After twenty minutes or so, he heard the distant hum of a car engine, and smelled gasoline fumes. Danby peered out from the hedge in time to see Julie Eskeridge’s Mercedes rounding the corner from Windsor Way. With a few hasty licks to smooth down his ruff, Danby sauntered toward the driveway just as the car pulled in. Now for the hard part: how do you impress Julie Eskeridge without a checkbook?
He had never noticed before how much Giles’s wife resembled a giraffe. He blinked at the sight of her huge feet swinging out of the car perilously close to his nose. They were followed by two replicas of the Alaska pipeline, both encased in nylon. Better not jump up on her; one claw on the stockings, and he’d have an enemy for life. Julie was one of those people who air-kissed because she couldn’t bear to spoil her makeup. Instead of trying to attract her attention at the car (where she could have skewered him with one spike heel), Danby loped to the steps of the side porch, and began meowing piteously. As Julie approached the steps, he looked up at her with wide-eyed supplication, waiting to be admired.
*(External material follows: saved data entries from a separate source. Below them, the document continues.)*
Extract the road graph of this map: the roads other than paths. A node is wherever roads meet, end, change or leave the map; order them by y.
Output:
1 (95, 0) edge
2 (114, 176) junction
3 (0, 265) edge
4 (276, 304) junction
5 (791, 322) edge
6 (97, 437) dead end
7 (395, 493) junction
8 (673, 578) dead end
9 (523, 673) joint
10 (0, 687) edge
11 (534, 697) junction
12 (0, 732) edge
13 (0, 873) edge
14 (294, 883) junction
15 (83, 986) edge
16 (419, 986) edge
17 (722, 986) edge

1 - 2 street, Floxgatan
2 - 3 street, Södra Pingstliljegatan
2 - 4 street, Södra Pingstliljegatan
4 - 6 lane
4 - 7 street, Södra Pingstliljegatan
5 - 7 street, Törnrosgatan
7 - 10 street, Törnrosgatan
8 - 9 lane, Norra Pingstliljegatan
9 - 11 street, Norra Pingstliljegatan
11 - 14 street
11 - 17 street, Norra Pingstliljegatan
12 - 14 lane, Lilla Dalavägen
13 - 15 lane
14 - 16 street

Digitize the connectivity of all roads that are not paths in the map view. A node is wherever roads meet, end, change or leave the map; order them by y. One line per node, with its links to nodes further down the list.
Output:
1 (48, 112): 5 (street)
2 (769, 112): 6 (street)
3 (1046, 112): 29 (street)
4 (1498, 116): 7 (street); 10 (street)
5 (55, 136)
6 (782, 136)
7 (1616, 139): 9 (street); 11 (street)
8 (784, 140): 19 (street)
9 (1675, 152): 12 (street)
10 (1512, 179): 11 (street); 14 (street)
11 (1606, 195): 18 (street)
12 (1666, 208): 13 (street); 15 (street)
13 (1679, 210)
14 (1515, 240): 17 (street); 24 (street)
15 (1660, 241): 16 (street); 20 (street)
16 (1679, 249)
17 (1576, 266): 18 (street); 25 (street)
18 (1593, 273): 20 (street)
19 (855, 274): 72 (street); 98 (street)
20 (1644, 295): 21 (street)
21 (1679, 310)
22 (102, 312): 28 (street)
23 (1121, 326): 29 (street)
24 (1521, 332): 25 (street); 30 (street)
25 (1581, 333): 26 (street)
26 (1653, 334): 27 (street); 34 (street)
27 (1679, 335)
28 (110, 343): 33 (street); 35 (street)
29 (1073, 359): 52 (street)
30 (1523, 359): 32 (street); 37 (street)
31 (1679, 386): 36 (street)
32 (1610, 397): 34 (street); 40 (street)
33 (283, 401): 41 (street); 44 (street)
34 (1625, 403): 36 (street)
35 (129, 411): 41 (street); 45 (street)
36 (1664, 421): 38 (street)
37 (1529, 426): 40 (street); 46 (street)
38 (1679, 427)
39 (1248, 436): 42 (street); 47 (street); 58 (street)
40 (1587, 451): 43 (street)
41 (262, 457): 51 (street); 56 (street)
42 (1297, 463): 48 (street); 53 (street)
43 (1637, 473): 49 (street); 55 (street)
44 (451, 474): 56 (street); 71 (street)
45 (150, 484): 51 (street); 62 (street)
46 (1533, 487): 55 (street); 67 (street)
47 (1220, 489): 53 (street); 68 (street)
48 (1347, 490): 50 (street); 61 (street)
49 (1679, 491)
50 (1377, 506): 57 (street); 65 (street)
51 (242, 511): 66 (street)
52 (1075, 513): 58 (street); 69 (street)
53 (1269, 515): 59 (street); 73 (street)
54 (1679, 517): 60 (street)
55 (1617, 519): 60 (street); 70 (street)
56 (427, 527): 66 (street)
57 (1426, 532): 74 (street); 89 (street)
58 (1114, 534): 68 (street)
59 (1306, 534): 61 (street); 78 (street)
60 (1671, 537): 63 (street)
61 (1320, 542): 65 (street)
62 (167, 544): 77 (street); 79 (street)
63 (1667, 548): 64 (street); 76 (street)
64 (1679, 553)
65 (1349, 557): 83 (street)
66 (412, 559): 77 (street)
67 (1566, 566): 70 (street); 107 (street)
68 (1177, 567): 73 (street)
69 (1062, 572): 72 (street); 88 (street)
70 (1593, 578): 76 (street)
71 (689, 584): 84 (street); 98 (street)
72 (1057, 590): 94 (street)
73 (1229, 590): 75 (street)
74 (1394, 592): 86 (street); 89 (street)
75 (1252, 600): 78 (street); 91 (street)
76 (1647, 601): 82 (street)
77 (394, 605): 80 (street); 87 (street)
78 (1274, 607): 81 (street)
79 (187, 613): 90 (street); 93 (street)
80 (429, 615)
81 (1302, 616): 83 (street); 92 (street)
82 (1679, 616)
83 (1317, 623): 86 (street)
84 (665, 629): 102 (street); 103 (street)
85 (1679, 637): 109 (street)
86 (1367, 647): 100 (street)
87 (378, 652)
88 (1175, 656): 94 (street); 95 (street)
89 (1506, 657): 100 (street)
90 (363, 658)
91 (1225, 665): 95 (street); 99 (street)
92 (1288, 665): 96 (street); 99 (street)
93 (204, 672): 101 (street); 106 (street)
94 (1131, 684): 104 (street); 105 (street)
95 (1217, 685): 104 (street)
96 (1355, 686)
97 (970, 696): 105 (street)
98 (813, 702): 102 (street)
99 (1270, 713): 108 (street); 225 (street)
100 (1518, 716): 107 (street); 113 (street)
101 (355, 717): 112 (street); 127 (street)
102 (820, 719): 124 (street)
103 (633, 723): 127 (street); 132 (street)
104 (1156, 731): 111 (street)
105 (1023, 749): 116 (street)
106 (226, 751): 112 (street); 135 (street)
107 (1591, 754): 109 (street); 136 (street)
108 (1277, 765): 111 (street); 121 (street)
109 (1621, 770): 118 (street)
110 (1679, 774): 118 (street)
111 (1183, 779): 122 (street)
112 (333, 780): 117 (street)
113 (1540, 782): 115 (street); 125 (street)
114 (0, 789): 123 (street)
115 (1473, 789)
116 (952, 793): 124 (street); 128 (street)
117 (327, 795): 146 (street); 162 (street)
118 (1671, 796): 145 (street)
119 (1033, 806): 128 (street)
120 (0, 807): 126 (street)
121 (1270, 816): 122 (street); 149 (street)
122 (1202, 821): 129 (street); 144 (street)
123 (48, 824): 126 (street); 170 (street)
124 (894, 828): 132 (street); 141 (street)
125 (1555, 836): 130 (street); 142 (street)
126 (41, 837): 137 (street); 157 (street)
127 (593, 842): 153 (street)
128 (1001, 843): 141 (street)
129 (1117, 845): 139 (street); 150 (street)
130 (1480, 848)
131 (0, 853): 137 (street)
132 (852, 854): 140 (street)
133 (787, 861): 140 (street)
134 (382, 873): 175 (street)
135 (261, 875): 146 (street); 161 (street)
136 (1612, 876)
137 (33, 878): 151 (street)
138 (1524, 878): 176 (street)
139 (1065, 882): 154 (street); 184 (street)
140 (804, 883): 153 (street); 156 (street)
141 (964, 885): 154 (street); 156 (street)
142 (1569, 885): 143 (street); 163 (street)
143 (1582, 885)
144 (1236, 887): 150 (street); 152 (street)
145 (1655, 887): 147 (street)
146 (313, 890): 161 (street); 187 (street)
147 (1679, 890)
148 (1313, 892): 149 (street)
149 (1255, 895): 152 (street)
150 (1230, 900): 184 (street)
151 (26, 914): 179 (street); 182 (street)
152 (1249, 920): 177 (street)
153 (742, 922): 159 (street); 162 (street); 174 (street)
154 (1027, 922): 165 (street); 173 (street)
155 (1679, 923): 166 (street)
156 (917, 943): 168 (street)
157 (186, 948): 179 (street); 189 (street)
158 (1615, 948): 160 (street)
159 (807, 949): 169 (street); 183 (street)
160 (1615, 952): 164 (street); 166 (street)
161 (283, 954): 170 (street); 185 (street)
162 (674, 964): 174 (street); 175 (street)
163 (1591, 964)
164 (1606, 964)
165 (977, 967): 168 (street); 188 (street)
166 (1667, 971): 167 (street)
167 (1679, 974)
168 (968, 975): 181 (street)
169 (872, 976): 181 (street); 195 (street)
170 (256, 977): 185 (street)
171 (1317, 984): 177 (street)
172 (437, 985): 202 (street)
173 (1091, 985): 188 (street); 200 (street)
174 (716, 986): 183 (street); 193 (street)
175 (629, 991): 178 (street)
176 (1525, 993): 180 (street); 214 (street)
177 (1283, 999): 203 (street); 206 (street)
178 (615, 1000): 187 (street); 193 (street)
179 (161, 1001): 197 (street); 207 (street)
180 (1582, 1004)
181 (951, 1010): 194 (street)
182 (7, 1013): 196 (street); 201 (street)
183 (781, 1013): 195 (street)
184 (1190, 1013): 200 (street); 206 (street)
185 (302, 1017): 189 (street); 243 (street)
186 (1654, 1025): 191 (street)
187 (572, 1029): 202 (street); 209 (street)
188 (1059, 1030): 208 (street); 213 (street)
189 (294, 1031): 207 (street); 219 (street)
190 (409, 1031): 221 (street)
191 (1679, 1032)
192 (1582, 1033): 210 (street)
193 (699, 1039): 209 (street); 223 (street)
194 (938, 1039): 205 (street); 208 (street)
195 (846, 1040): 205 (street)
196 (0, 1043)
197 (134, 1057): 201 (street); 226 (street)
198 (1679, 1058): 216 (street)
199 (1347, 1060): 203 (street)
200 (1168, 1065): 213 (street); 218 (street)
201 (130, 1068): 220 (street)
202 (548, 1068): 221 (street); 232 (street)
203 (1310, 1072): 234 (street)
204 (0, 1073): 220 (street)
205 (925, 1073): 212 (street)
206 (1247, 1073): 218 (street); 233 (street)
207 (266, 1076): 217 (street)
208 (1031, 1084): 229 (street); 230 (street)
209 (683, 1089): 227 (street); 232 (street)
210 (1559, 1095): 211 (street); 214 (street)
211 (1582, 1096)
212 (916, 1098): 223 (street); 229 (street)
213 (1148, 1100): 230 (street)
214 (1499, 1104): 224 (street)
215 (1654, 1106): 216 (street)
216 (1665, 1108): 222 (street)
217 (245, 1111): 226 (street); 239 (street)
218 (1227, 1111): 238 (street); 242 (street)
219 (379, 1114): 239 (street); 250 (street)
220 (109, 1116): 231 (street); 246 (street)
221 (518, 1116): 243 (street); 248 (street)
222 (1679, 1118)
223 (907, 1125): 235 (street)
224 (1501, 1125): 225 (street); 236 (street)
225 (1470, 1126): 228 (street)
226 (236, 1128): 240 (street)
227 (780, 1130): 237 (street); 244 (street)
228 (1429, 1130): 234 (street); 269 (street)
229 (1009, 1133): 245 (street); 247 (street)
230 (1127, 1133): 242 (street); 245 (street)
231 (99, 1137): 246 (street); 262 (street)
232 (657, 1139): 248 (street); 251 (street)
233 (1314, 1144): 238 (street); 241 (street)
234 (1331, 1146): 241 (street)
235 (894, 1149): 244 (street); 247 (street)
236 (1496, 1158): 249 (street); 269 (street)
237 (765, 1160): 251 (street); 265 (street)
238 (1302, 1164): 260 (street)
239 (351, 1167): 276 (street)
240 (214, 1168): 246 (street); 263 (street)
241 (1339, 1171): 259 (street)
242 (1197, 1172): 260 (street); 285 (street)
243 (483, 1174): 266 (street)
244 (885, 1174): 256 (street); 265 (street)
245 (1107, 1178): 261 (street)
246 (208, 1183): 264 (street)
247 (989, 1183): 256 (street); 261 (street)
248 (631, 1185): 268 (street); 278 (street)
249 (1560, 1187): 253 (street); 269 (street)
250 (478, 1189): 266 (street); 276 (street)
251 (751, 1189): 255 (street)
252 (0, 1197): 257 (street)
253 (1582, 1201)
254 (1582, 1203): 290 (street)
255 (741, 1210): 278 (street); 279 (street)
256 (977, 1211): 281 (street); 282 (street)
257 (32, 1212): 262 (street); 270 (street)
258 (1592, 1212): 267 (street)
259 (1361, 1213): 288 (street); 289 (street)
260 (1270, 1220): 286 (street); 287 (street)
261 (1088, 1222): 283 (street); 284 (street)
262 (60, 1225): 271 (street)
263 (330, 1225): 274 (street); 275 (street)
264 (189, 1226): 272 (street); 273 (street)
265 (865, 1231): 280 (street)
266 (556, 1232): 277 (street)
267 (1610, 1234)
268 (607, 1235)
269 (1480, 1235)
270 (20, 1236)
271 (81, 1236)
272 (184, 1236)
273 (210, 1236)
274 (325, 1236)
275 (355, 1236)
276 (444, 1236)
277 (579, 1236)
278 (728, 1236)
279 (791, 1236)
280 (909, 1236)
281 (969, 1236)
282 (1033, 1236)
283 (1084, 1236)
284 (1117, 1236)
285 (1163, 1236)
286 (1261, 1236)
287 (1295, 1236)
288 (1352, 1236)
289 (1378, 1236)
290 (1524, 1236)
“Shoo, cat!” said Julie, nudging him aside with her foot.
As the door slammed in his face, Danby realized that he had badly miscalculated. He had also neglected to devise a backup plan. A fine mess he was in now. It wasn’t enough that he was murdered and reassigned to cathood. Now he was also homeless.
He was still hanging around the steps twenty minutes later when Giles came home, mainly because he couldn’t think of an alternate plan just yet. When he saw Giles’s black sports car pull up behind Julie’s Mercedes, Danby’s first impulse was to run, but then he realized that, while Giles might see him, he certainly wouldn’t recognize him as his old business partner. Besides, he was curious to see how an uncaught murderer looked. Would Giles be haggard with grief and remorse? Furtive, as he listened for police sirens in the distance?
Giles Eskeridge was whistling. He climbed out of his car, suntanned and smiling, with his lips pursed in a cheerfully tuneless whistle. Danby trotted forward to confront his murderer with his haughtiest scowl of indignation. The reaction was not quite what he expected.
Giles saw the huge, fluffy cat, and immediately knelt down, calling, “Here, kitty, kitty!”
Danby looked at him as if he had been propositioned.